Nothing should appear in the answer except the lines below from the line containing "thumb mcp: (250, 200)" through the line containing "thumb ip: (338, 408)", copied exactly, with pictures left out.

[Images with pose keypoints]
*** Begin section ***

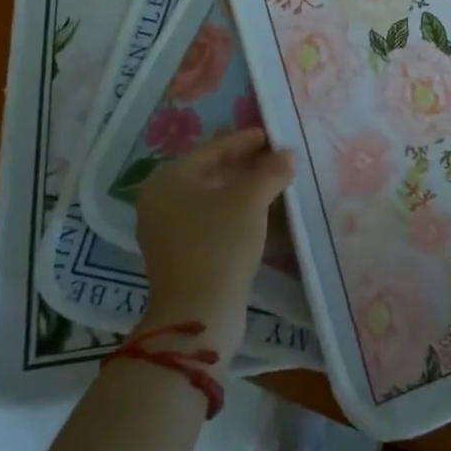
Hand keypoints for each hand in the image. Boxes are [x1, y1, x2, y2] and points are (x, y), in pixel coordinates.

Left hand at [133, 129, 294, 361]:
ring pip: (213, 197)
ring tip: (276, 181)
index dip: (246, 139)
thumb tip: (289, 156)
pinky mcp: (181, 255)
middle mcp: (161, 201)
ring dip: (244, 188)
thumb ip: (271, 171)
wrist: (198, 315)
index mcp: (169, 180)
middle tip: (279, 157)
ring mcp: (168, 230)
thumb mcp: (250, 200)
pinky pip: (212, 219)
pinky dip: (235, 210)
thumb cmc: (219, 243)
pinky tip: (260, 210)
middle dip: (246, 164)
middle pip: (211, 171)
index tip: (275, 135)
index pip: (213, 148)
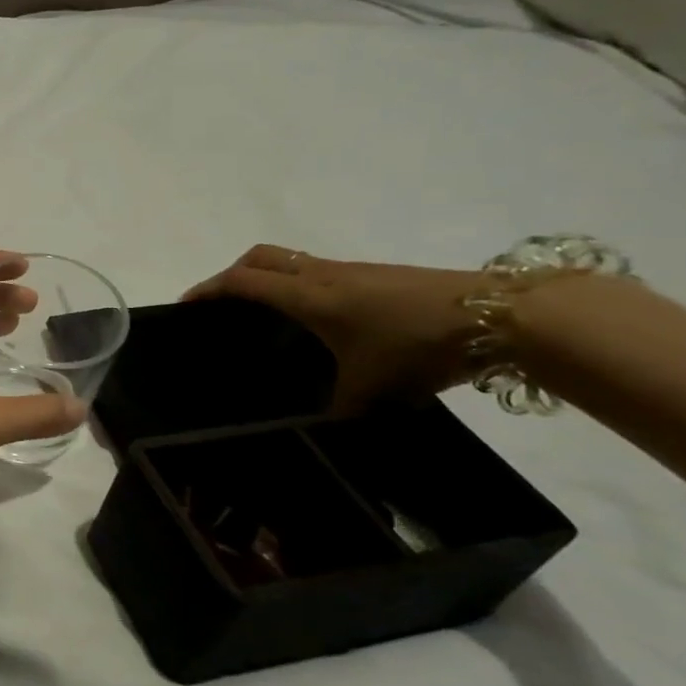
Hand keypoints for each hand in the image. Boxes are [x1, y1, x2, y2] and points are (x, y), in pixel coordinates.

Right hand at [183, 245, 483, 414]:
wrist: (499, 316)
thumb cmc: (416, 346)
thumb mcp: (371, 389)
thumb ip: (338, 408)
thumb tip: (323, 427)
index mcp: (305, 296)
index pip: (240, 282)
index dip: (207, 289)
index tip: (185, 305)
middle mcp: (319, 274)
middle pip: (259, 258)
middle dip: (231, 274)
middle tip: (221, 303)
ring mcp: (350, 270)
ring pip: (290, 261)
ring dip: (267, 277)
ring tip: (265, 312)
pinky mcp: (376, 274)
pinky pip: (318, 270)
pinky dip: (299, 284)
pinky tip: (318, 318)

*** End section ***

## [Completed exercise]
thumb mcp: (250, 200)
pinky pip: (212, 219)
pinky dip: (235, 210)
thumb cmc: (219, 243)
pinky tip: (260, 210)
middle dip: (246, 164)
middle pip: (211, 171)
index tip: (275, 135)
index pip: (213, 148)
Hand keypoints for each hand in the image. Boxes are [x1, y1, x2, y2] and points are (x, y), in pixel coordinates.

Right hand at [183, 245, 483, 414]:
wrist: (499, 316)
thumb cmc: (416, 346)
thumb mcp: (371, 389)
thumb ip: (338, 408)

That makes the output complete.